**Work to be completed:**
Please transcribe every entry below exactly as written.

(Collected data entries)
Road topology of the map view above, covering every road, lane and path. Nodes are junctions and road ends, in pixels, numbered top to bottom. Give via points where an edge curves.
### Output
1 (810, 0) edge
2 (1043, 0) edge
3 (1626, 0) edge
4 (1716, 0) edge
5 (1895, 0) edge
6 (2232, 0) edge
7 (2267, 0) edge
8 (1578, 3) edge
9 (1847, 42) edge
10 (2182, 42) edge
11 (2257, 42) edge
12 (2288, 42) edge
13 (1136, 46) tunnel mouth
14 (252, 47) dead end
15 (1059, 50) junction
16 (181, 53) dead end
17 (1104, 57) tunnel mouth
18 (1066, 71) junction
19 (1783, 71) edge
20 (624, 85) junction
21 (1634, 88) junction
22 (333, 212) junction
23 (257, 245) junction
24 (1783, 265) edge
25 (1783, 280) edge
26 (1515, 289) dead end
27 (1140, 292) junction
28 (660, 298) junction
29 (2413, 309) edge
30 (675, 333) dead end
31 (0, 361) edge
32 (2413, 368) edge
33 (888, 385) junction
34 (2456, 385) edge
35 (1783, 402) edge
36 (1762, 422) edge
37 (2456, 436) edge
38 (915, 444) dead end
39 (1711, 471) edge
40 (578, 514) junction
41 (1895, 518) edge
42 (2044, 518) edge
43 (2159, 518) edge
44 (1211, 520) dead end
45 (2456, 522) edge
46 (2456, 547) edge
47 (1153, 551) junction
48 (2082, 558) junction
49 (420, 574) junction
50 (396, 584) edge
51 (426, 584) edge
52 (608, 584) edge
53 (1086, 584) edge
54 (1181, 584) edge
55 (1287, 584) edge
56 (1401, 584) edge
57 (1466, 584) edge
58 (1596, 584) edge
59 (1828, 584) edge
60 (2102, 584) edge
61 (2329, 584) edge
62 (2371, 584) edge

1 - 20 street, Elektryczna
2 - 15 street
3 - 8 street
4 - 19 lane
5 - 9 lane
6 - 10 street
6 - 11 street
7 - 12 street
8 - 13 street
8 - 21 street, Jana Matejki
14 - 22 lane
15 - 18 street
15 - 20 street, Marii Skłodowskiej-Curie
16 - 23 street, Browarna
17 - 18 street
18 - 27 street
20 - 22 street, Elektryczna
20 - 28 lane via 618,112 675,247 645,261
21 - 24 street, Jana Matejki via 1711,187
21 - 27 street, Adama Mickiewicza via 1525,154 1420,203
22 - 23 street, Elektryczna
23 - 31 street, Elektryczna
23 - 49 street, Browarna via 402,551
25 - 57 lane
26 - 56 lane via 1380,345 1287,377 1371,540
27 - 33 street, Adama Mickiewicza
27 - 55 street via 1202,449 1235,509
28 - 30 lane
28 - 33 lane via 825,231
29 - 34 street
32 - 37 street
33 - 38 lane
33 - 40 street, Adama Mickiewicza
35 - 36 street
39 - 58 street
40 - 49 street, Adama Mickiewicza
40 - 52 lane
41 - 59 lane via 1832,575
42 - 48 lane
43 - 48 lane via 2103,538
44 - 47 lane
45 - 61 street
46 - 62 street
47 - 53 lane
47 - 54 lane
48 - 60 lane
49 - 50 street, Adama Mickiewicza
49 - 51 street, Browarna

**Written response:**
Road topology of the map view above, covering every road, lane and path. Nodes are junctions and road ends, in pixels, numbered top to bottom. Give via points where an edge curves.
### Output
1 (810, 0) edge
2 (1043, 0) edge
3 (1626, 0) edge
4 (1716, 0) edge
5 (1895, 0) edge
6 (2232, 0) edge
7 (2267, 0) edge
8 (1578, 3) edge
9 (1847, 42) edge
10 (2182, 42) edge
11 (2257, 42) edge
12 (2288, 42) edge
13 (1136, 46) tunnel mouth
14 (252, 47) dead end
15 (1059, 50) junction
16 (181, 53) dead end
17 (1104, 57) tunnel mouth
18 (1066, 71) junction
19 (1783, 71) edge
20 (624, 85) junction
21 (1634, 88) junction
22 (333, 212) junction
23 (257, 245) junction
24 (1783, 265) edge
25 (1783, 280) edge
26 (1515, 289) dead end
27 (1140, 292) junction
28 (660, 298) junction
29 (2413, 309) edge
30 (675, 333) dead end
31 (0, 361) edge
32 (2413, 368) edge
33 (888, 385) junction
34 (2456, 385) edge
35 (1783, 402) edge
36 (1762, 422) edge
37 (2456, 436) edge
38 (915, 444) dead end
39 (1711, 471) edge
40 (578, 514) junction
41 (1895, 518) edge
42 (2044, 518) edge
43 (2159, 518) edge
44 (1211, 520) dead end
45 (2456, 522) edge
46 (2456, 547) edge
47 (1153, 551) junction
48 (2082, 558) junction
49 (420, 574) junction
50 (396, 584) edge
51 (426, 584) edge
52 (608, 584) edge
53 (1086, 584) edge
54 (1181, 584) edge
55 (1287, 584) edge
56 (1401, 584) edge
57 (1466, 584) edge
58 (1596, 584) edge
59 (1828, 584) edge
60 (2102, 584) edge
61 (2329, 584) edge
62 (2371, 584) edge

1 - 20 street, Elektryczna
2 - 15 street
3 - 8 street
4 - 19 lane
5 - 9 lane
6 - 10 street
6 - 11 street
7 - 12 street
8 - 13 street
8 - 21 street, Jana Matejki
14 - 22 lane
15 - 18 street
15 - 20 street, Marii Skłodowskiej-Curie
16 - 23 street, Browarna
17 - 18 street
18 - 27 street
20 - 22 street, Elektryczna
20 - 28 lane via 618,112 675,247 645,261
21 - 24 street, Jana Matejki via 1711,187
21 - 27 street, Adama Mickiewicza via 1525,154 1420,203
22 - 23 street, Elektryczna
23 - 31 street, Elektryczna
23 - 49 street, Browarna via 402,551
25 - 57 lane
26 - 56 lane via 1380,345 1287,377 1371,540
27 - 33 street, Adama Mickiewicza
27 - 55 street via 1202,449 1235,509
28 - 30 lane
28 - 33 lane via 825,231
29 - 34 street
32 - 37 street
33 - 38 lane
33 - 40 street, Adama Mickiewicza
35 - 36 street
39 - 58 street
40 - 49 street, Adama Mickiewicza
40 - 52 lane
41 - 59 lane via 1832,575
42 - 48 lane
43 - 48 lane via 2103,538
44 - 47 lane
45 - 61 street
46 - 62 street
47 - 53 lane
47 - 54 lane
48 - 60 lane
49 - 50 street, Adama Mickiewicza
49 - 51 street, Browarna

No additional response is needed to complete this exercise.